Partners in grime design fat-busting method to clear giant grease ball clogging up Liverpool sewer

At its peak it was 200 tonnes - the size of 25 elephants - but now Liverpool’s mammoth fatberg is no more thanks to two wastewater partners in grime who designed a new fat-busting technique that literally ate it away from the inside out.

The giant coagulation of fat and grease, and other unmentionable gunk, took up a massive 250 metres of a central Liverpool sewer causing internal flooding at businesses along Bankhall Lane, Birchall Street and Foster Street.

Investigations quickly located the cause of the problem but Liverpool’s enormous fatberg put up a valiant fight to stay put, resisting traditional methods of removal.

Sammy Nelson, United Utilities’ wastewater programme delivery manager and his partner in grime, Stuart Ashton, head of technical at Sapphire Utility Solutions, realised they had a battle on their hands and would need to put on their thinking hats to find a solution.

In the end the inventive engineers combined and adapted two commonly used processes in water and wastewater engineering. First, they drilled a hole right the way through the centre of the fatberg using a clean water technique known as auger boring. Then they fed a steel rope line through the hole where they hung a specially adapted jet machine used to clear sewer blockages.

Using the steel rope they moved the jet machine backwards and forwards inside the fatberg, literally eating it away from the inside out.
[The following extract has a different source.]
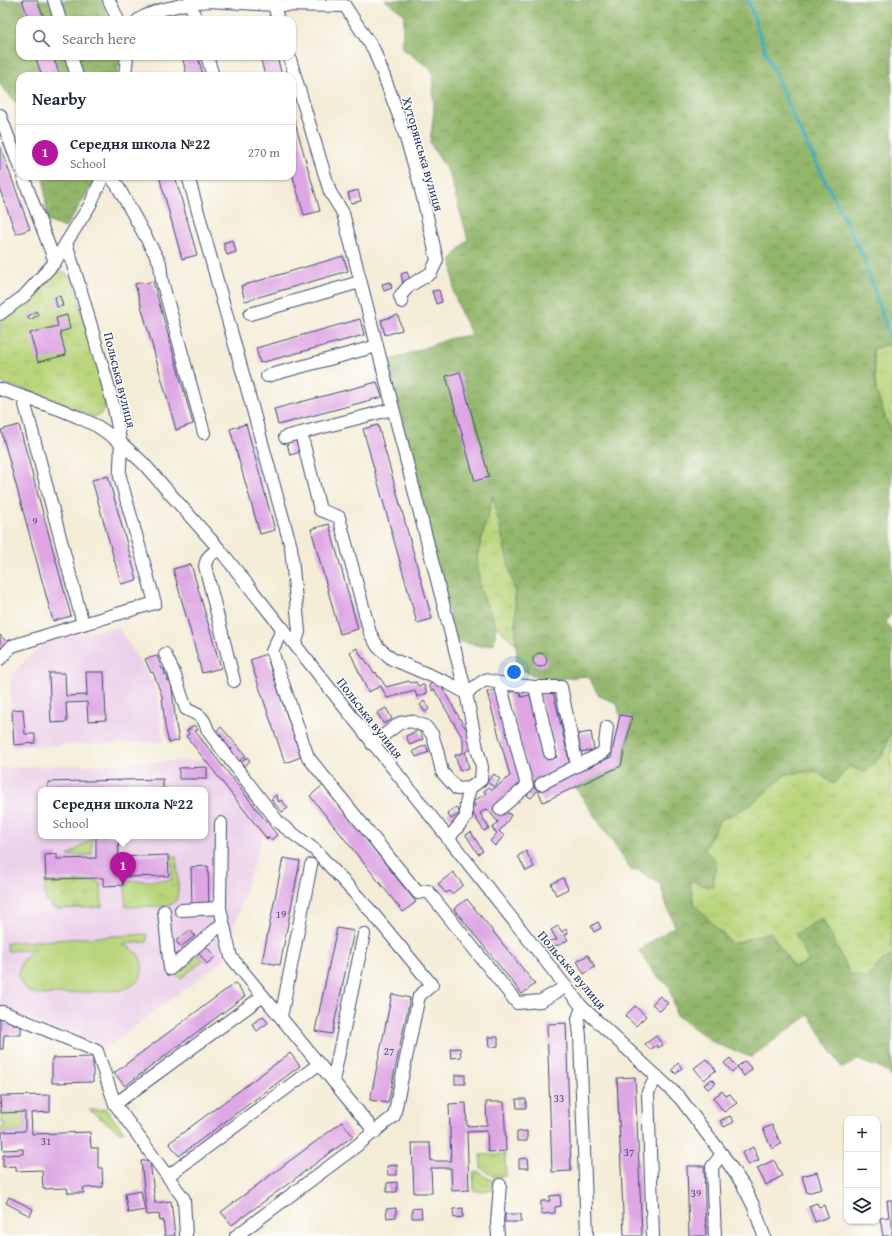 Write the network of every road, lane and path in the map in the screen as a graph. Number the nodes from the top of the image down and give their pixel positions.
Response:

After getting rid of the gruesome grease ball, a new UV cured chemical resistant structural liner was installed to prolong the life of the sewer and stop flooding issues from occurring in the future.

Sammy Nelson commented: “Together we came up with the idea of using guided directional drilling equipment to drill through the fatberg and then allow a cable to be run through which would allow jetting to be carried out.

“We then reconfigured a cutting jet to run along the cable through the centre of the fatberg like a ‘Zip Wire’ – this was done to great success and within a couple of weeks flow was restored to the sewer.

“All this work was carried out in half the time it would have taken to replace the sewer system and at just over a third of the cost not to mention at much less disruption to Liverpool. A true success story.”